Economic Self Interest


For John, BLUFWe still don't know how to fix the economy.  Nothing to see here; just move along.

I was visiting the blog ¡No Pasaran! this morning and case across a link to a post at Patriot Update.  The thing that caught my attention was the headline at ¡No Pasaran!, which was "This administration is focusing like a laser beam on jobs; or rather like a super-powered death ray".  Here is the link to the article.

Last night I finally finished Professor Paul Krugman's End This Depression N❊w.  I am still sorting through in my mind what I think about it.

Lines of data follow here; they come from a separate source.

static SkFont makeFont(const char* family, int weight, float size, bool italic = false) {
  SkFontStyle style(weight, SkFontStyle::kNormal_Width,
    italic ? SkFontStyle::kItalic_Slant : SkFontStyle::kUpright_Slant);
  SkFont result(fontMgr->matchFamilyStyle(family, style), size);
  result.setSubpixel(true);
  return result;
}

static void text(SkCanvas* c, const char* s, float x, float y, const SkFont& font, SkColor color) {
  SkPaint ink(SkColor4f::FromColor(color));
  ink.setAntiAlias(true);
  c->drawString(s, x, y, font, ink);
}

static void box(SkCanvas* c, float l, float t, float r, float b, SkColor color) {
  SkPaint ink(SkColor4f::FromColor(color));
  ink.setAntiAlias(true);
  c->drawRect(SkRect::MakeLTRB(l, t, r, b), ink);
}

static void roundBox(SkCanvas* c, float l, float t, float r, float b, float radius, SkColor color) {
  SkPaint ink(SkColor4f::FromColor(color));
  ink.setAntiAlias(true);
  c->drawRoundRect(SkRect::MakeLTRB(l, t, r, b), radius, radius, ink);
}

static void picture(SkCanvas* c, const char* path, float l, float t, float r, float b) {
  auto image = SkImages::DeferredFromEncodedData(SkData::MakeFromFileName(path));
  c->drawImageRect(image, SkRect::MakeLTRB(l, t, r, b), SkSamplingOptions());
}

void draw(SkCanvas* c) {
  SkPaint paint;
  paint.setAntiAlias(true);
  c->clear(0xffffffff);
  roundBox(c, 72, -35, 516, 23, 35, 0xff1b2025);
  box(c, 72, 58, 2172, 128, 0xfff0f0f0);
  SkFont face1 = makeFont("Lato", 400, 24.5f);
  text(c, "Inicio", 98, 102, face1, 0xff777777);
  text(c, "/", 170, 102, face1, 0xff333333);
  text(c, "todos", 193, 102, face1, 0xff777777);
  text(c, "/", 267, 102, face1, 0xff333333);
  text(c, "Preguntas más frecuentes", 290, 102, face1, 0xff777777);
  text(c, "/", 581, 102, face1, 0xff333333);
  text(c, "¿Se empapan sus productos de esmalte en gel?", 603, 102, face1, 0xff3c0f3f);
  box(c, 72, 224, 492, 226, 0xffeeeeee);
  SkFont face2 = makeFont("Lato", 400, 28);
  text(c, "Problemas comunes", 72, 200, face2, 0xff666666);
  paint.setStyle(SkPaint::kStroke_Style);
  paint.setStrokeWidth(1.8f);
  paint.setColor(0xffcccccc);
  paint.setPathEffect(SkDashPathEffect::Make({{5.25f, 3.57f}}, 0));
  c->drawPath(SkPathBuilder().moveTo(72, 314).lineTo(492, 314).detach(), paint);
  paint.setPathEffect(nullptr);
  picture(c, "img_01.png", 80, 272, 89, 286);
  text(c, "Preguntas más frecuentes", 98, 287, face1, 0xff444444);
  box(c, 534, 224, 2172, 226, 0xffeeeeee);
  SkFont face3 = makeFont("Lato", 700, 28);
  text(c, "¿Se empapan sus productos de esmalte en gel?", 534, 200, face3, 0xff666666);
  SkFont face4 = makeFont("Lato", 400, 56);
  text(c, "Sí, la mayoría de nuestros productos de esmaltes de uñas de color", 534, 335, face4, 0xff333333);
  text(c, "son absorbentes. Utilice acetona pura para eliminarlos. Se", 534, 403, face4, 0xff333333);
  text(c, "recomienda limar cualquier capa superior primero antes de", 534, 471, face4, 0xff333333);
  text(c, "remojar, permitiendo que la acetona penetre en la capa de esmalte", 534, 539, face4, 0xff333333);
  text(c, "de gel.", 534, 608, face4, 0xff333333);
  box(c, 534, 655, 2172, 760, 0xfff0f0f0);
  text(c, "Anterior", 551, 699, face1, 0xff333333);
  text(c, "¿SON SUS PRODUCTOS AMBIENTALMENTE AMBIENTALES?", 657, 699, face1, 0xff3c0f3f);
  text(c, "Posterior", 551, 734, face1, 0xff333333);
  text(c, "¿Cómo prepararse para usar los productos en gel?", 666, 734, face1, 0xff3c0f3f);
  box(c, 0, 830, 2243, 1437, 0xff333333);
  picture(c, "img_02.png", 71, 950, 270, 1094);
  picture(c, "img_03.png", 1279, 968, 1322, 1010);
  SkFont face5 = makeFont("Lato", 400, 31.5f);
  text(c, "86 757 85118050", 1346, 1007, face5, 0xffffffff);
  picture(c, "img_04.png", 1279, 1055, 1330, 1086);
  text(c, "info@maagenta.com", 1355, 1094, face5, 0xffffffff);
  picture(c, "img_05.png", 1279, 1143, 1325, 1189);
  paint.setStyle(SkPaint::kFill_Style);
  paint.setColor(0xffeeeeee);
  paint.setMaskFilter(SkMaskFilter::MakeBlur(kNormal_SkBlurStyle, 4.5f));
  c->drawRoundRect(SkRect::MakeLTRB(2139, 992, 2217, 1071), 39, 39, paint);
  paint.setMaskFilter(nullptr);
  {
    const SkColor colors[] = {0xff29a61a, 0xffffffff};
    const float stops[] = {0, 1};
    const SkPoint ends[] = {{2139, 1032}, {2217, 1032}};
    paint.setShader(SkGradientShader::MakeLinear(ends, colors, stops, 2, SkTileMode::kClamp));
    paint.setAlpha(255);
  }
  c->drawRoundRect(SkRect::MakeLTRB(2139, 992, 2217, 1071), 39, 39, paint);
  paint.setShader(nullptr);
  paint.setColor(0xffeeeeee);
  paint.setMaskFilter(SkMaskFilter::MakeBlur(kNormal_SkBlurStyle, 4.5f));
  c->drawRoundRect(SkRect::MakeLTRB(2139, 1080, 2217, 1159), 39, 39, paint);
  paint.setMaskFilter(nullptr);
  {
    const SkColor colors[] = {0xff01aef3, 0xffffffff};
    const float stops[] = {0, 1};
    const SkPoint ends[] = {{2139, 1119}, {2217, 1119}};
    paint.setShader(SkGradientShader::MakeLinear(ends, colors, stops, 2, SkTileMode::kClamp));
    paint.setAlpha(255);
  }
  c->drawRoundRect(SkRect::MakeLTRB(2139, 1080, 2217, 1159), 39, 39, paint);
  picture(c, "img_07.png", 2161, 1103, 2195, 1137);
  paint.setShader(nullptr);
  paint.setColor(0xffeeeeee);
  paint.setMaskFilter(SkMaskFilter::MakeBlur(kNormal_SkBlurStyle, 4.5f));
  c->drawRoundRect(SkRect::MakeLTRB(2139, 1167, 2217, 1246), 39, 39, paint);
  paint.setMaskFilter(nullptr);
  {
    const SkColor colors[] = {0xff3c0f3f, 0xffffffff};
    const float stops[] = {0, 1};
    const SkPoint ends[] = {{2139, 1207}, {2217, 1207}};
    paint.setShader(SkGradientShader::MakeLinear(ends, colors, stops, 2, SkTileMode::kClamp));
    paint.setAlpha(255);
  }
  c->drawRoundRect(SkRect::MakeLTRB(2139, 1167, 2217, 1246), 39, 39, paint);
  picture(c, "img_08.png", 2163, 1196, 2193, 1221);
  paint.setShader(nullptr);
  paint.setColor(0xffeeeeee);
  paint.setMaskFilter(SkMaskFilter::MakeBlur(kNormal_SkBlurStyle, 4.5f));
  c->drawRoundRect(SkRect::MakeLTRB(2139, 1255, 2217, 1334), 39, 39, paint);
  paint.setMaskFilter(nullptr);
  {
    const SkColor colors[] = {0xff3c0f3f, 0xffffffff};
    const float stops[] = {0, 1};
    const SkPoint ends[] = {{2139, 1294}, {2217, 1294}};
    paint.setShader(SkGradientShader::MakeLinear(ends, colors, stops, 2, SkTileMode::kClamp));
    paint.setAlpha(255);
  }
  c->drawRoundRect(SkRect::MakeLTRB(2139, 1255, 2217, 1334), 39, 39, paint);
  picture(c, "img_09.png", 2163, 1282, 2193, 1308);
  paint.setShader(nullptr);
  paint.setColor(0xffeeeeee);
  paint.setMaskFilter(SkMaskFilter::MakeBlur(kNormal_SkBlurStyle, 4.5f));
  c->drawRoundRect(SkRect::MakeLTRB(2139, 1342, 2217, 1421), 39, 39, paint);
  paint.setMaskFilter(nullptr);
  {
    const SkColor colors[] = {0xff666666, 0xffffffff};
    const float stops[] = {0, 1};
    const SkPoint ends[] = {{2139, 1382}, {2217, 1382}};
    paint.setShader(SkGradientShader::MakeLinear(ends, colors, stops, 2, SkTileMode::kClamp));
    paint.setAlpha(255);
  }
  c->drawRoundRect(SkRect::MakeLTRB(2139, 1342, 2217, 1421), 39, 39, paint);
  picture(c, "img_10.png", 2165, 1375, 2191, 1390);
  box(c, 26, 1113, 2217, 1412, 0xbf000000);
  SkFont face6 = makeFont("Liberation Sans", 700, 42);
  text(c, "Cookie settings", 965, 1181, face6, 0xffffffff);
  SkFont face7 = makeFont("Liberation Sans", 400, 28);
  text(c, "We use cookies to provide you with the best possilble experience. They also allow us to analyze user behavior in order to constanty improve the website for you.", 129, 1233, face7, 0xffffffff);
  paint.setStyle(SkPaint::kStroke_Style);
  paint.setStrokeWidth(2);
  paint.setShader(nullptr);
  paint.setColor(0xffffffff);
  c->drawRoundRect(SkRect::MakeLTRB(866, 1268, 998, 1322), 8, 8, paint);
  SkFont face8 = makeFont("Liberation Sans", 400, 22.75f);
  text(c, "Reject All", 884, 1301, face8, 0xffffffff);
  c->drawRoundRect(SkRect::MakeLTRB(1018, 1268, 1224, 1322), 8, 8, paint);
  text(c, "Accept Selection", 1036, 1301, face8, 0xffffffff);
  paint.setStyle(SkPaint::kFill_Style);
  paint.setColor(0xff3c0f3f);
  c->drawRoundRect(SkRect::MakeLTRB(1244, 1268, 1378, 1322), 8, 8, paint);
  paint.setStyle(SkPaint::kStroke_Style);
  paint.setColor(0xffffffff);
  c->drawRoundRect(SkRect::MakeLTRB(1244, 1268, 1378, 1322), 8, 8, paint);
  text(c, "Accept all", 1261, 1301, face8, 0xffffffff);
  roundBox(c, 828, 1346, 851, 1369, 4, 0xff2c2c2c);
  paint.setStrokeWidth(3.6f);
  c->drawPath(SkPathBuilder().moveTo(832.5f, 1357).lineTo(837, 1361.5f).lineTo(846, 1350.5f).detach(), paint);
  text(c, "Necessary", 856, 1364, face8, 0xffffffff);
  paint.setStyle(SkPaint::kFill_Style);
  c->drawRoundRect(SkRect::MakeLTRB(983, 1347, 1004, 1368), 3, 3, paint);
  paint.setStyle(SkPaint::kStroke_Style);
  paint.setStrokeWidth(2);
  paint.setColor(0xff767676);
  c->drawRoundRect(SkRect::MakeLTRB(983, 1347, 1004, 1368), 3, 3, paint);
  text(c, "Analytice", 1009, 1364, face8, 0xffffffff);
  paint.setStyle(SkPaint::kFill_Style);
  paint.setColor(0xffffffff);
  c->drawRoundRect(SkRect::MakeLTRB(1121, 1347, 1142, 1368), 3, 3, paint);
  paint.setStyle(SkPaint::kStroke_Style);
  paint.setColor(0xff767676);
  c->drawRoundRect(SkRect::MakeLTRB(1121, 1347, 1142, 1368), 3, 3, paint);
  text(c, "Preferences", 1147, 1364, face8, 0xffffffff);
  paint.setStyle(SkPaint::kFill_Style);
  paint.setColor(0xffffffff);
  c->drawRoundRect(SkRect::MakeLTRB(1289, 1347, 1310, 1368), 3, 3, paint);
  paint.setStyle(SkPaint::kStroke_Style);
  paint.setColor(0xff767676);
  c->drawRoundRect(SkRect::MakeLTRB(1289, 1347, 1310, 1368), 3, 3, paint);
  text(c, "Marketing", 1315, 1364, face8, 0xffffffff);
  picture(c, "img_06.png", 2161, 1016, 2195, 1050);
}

But, back to the blog post, the full paragraph, which starts with the ¡No Pasaran! blog post title is:

This administration is focusing like a laser beam on jobs; or rather like a super-powered death ray.  Everywhere it sees jobs being created it destroys them, and not just in coal country either.  Take, for example, the National Labor Relations Board’s decision to prohibit Boeing, our nation’s largest exporter by value, from establishing a new plant in South Carolina because of its right-to-work laws.  (Boeing later fought that decision and won.)

Chrysler and General Motors seem to have more latitude.  The federal government is still a major stakeholder in both of these companies, yet both are setting up new factories in China.  GM announced earlier this year that Shanghai would receive a new Cadillac factory, while Chrysler plans to manufacture Jeeps in China starting in 2014.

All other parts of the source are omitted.